Im sure the bad ones went for aesthetic over sound and lost out , the basics are known , not difficult to get a good sounding room , its the great ones that may require top of the class ..
It makes absolutely no sense that luck is a majority factor in designing a listening room. Sound reflection, refraction, and absorption are not nebulous unknowns. If the "luck" theory is true, then all custom room designer services are scams. As to some designers who've turned out bad rooms or concert halls, not everyone graduates at the top of their class.
Lee
could you design a true full range state of the art speaker or crossover completely without listening? not likely. how could you design a room with dramatically more variables without actual listening? it's a process.
It makes absolutely no sense that luck is a majority factor in designing a listening room. Sound reflection, refraction, and absorption are not nebulous unknowns.
Lee
Well if there are not any unknowns, then all any designer would need is a software program you could plug in and out would be the perfect room...... every time. Anyone could be a room designer then. Why would we need them?
We had a Philly Phile with a self built LEDE room with 801s, he loved it. I didn't have enough time in to fully appreciate it.. it sounded somewhat bland, but I thought that was due to the 801s.
I also agree that Luck is a (large) part of the equation.
We had a Philly Phile with a self built LEDE room with 801s, he loved it. I didn't have enough time in to fully appreciate it.. it sounded somewhat bland, but I thought that was due to the 801s. I also agree that Luck is a (large) part of the equation.
The Luck notion is so often repeated as to become the orthodoxy .. Question: Why is it that designing a room for listening purposes is a guessing game? This is not my opinion personally and I would have liked the people with more experience than I to chime in.
Of course there are principles... but no principles will give you a guarantee of result: a room following the right principles will sound good for sure, but will it be good, very good or great? Even the best acoustician will tell you that there are always unknown variables, and that they cannot guarantee which level you will be able to achieve.microstrip
I am not saying it is easy. It is not a chance game. There are principles, if they are followed, they lead to competent results.
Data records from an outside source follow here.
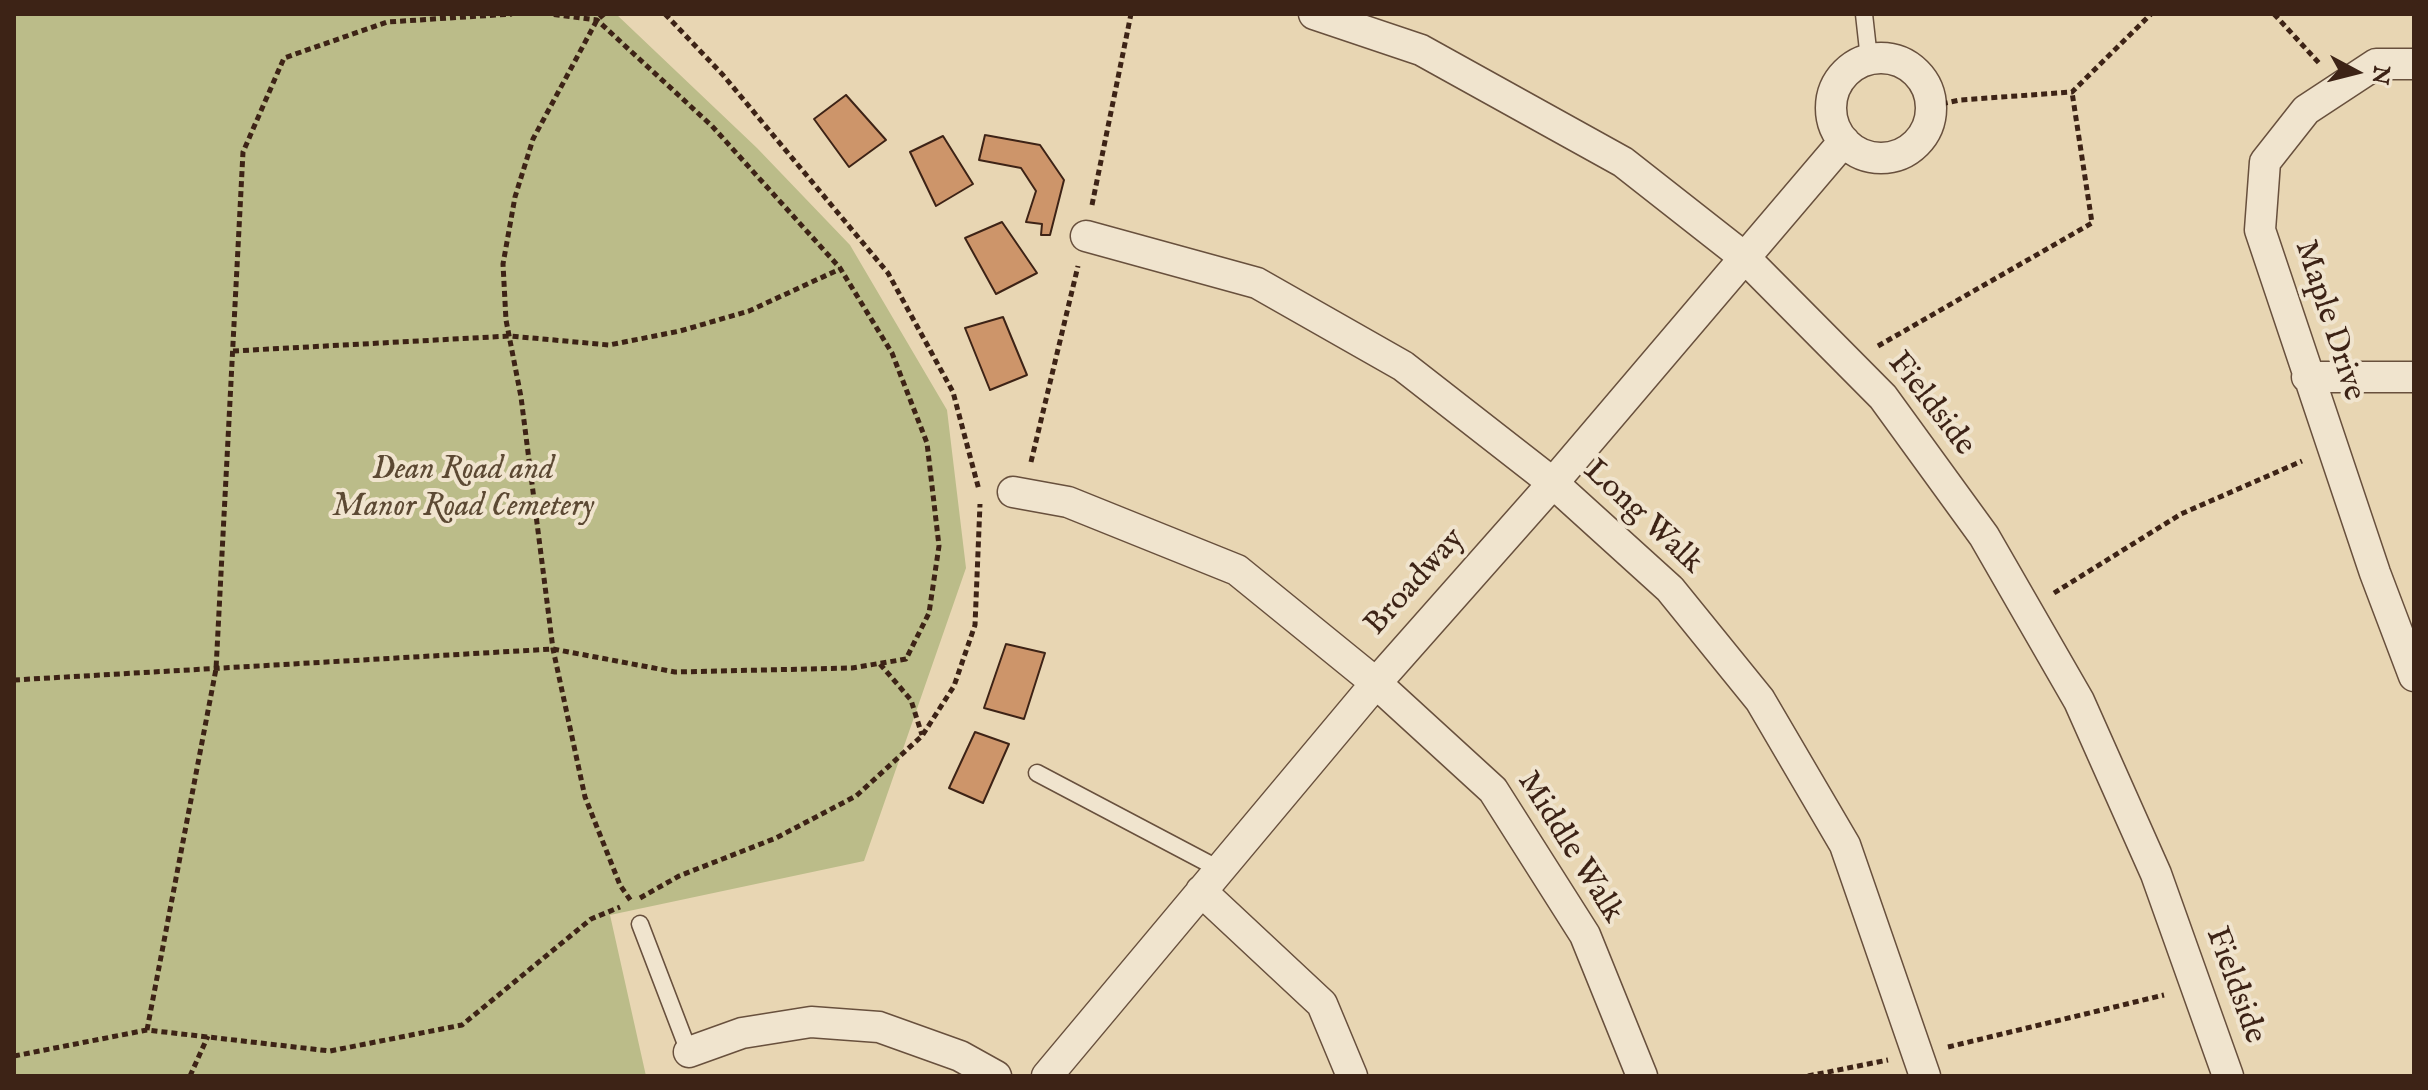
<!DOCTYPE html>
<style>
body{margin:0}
#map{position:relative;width:2428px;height:1090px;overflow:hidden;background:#e8d6b3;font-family:"IM FELL English",serif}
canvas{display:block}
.frame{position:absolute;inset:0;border:16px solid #3d2316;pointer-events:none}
.north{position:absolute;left:2316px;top:32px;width:80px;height:80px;-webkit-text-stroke:6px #f0e4ce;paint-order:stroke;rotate:97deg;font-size:22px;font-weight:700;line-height:32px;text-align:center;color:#3d2316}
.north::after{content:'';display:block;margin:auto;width:28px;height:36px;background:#3d2316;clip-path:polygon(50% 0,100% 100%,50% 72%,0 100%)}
</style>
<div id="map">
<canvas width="2428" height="1090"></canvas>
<div class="frame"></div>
<div class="north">N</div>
</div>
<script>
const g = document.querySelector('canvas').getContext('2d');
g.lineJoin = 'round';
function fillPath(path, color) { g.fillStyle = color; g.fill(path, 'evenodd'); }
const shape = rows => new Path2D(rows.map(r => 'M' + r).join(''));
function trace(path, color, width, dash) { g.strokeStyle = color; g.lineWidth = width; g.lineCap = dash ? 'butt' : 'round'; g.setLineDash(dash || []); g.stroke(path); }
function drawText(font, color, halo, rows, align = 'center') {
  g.font = font + ' "IM FELL English",serif'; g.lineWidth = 8; g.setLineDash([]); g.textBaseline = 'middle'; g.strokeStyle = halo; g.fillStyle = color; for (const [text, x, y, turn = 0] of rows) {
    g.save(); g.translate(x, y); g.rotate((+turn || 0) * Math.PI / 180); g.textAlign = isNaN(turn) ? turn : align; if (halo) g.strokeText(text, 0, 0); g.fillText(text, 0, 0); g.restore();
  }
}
fillPath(shape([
 [14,14,616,14,757,148,850,245,947,410,966,568,864,861,610,915,646,1076,14,1076]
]), '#bbbc89');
const building = shape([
 [846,95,886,140,849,167,814,119,846,95],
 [985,135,1040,145,1064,180,1050,235,1041,235,1042,224,1026,222,1036,191,1021,168,979,160,985,135],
 [943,136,973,184,936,206,910,152,943,136],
 [1002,222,1037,273,996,294,965,238,1002,222],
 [1003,317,1027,375,990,390,965,328,1003,317],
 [1006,644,1045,653,1024,719,984,708,1006,644],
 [975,732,1009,744,983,803,949,788,975,732]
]);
fillPath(building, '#cd956a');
trace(building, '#3d2316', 2);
const lane = shape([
 [1864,14,1869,59],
 [1037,773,1219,869],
 [640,924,689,1052]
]);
const street = shape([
 [1314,14,1421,50,1623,162,1744,257,1883,397,1984,536,2079,701,2156,874,2228,1076],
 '1831 108a50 50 0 1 1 100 0a50 50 0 1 1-100 0Z',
 [2414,64,2376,64,2306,110,2265,162,2260,230,2375,573,2414,676],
 [1086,236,1257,283,1403,366,1553,483,1670,589,1760,700,1845,845,1925,1076],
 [2307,377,2414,377],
 [1013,492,1068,502,1237,570,1376,683,1493,790,1585,935,1642,1076],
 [1201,891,1322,1004,1352,1076],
 [689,1052,742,1033,811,1022,879,1027,960,1056,996,1076],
 [1047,1076,1376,683,1553,483,1844,141]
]);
trace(lane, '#68503d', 19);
trace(street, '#68503d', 33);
trace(shape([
 [604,14,597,20,533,139,515,197,503,264,506,320,521,397,553,649,585,797,620,885,631,901],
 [665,14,723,75,888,273,953,392,979,490],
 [2274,14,2319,63],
 [1932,106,1960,100,2072,92,2151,14],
 [1092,205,1131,14],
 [1878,346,2092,223,2072,92],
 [233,351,510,336,609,345,680,331,749,311,840,269],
 [1031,462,1078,266],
 [2054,593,2181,514,2302,461],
 [880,664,911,700,922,735],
 [14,680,553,649,675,672,852,668,906,659,929,613,939,546,927,443,892,353,840,268,712,126,597,20,550,14],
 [640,898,679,876,776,838,856,796,922,736,954,686,975,625,980,504],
 [147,1030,216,669,243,152,284,58,387,22,512,14],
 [1948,1047,2164,995],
 [14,1056,147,1030,330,1051,462,1025,591,919,620,907],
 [190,1076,208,1036],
 [1808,1076,1888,1060]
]), '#3d2316', 5, [6, 4]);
trace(lane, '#f0e4ce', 16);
trace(street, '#f0e4ce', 30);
drawText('32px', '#3d2316', '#f0e4ce', [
 ["Maple Drive",2328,321,72],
 ["Fieldside",1930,405,52],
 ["Long Walk",1642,518,43],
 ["Broadway",1416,583,-48],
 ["Middle Walk",1569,848,58],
 ["Fieldside",2234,986,70]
]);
drawText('italic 32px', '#5c4933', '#f0e4ce', [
 ["Dean Road and",463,471],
 ["Manor Road Cemetery",463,508]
]);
</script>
Knowledge and experience make the difference.
Perhaps it's fair to say that using conventional principles, one can get the foundation necessary for good sound, then get great sound by individually tuning the room to account for its idiosyncrasies in sonic character? Variations in building materials, solidity of room foundations, etc. all can apparently affect the "calculated" outcome.
Lee
Based on this statement, I guess it's fair to say that's it's really silly to make a comment like: "Beautiful home, but the room looks like an acoustic nightmare," when you haven't heard the room and don't know anything about the building materials used or the solidity of room foundations. ;-)
The Luck notion is so often repeated as to become the orthodoxy .. Question: Why is it that designing a room for listening purposes is a guessing game? This is not my opinion personally and I would have liked the people with more experience than I to chime in.
We can always open a thread on the subject. Making of designing a room from scratch something of dice roll is to me one of those myths building up to become audiophile orthodoxy.
microstrip
I am not saying it is easy. It is not a chance game. There are principles, if they are followed, they lead to competent results. Knowledge and experience make the difference.
No one is saying it is a chance game. But the probability of success seems to be low, its why people refer to luck. I would not consider that small room acoustics for stereo reproduction that we have solid principles. I researched the subject during some time and I found that the divergences between known experts are very large. And the best of them are naturally more interested in their business and customers than publishing principles, most of their work in proprietary. And even people who share similar ideas diverge a lot on the implementation.
Some people try to extrapolate the solid principles of large room acoustics to sound reproduction, a very different affair, but what most do is adapting the existing tools to help them, relying mainly on their empirical expertise - something we sometimes like to call an "art". All IMHO.
BTW, you refer that there are principles. Are you able to summarize them for us?